WORK INSTRUCTION:
When a line of the records contains "where", copy it.

GIVEN DATA:
___

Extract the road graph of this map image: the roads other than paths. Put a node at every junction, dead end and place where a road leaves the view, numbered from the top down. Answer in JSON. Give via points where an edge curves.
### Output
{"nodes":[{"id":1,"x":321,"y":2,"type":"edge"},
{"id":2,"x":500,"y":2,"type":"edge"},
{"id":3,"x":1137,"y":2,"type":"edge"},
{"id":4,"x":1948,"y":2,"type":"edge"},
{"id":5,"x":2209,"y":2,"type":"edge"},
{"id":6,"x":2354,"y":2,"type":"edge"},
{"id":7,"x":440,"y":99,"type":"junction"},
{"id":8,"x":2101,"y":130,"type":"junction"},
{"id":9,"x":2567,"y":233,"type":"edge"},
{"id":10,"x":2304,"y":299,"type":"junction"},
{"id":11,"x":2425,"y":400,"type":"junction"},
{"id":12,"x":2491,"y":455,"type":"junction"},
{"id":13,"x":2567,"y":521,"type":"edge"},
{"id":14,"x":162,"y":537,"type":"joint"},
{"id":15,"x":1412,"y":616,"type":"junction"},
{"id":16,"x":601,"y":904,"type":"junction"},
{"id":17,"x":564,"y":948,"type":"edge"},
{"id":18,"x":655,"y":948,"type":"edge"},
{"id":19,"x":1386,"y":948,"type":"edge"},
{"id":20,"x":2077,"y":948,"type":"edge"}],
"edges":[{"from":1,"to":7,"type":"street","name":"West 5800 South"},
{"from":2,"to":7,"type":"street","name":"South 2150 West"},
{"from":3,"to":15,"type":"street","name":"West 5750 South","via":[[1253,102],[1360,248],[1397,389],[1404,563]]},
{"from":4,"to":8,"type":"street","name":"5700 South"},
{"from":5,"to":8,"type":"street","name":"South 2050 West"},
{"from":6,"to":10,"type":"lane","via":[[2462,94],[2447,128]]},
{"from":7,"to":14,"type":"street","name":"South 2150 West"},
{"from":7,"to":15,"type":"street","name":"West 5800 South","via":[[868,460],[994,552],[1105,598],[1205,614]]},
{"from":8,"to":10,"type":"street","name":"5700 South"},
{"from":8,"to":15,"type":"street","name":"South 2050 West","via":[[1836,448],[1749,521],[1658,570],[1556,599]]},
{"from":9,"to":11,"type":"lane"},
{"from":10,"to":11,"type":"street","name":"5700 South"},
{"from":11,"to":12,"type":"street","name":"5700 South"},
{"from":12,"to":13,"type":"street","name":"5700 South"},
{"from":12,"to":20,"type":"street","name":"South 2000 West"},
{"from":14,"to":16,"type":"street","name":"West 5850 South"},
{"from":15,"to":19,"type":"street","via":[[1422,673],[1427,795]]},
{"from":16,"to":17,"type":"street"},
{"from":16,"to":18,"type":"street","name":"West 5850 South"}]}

___

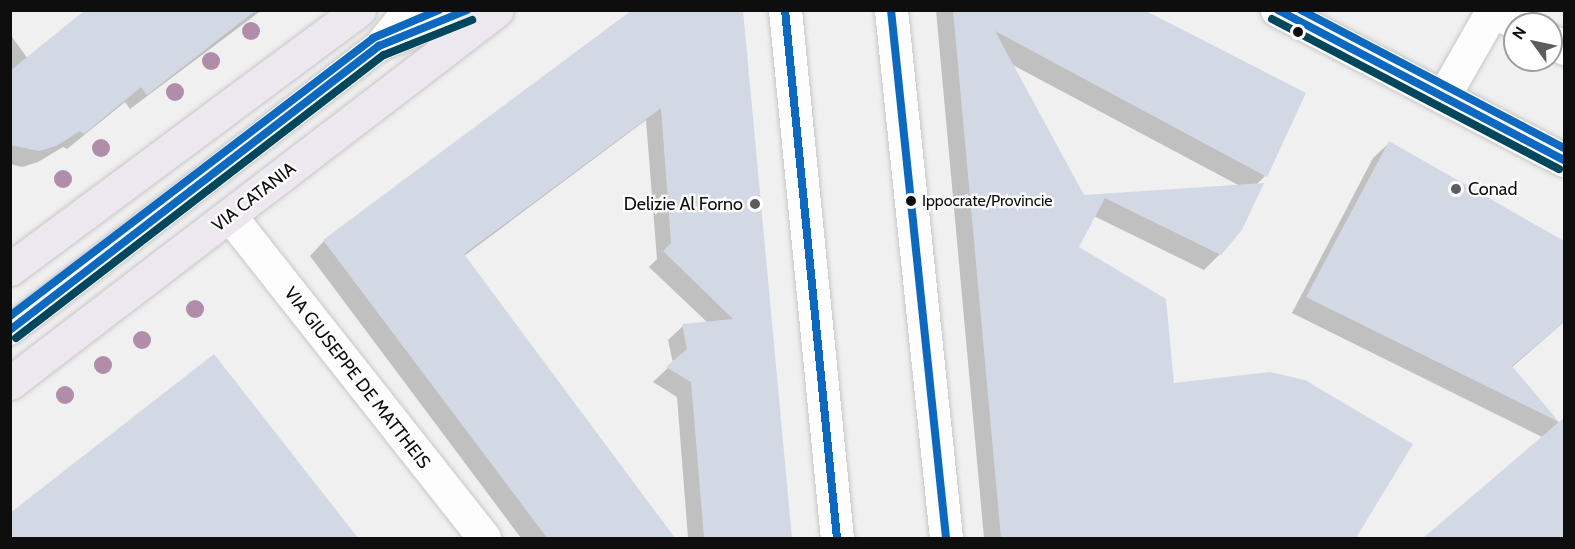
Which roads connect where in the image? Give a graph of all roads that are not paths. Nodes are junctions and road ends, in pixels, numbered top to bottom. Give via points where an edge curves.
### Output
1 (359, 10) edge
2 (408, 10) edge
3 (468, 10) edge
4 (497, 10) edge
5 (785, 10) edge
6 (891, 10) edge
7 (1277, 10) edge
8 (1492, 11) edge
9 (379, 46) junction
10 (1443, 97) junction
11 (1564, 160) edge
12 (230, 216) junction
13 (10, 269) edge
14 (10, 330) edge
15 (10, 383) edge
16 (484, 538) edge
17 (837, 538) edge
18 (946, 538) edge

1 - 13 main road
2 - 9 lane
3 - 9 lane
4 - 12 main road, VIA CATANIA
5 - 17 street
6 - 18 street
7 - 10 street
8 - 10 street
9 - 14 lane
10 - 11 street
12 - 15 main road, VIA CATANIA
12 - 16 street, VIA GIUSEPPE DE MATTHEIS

___

TASK RESPONSE:
Extract the road graph of this map image: the roads other than paths. Put a node at every junction, dead end and place where a road leaves the view, numbered from the top down. Answer in JSON. Give via points where an edge curves.
Which roads connect where in the image? Give a graph of all roads that are not paths. Nodes are junctions and road ends, in pixels, numbered top to bottom. Give via points where an edge curves.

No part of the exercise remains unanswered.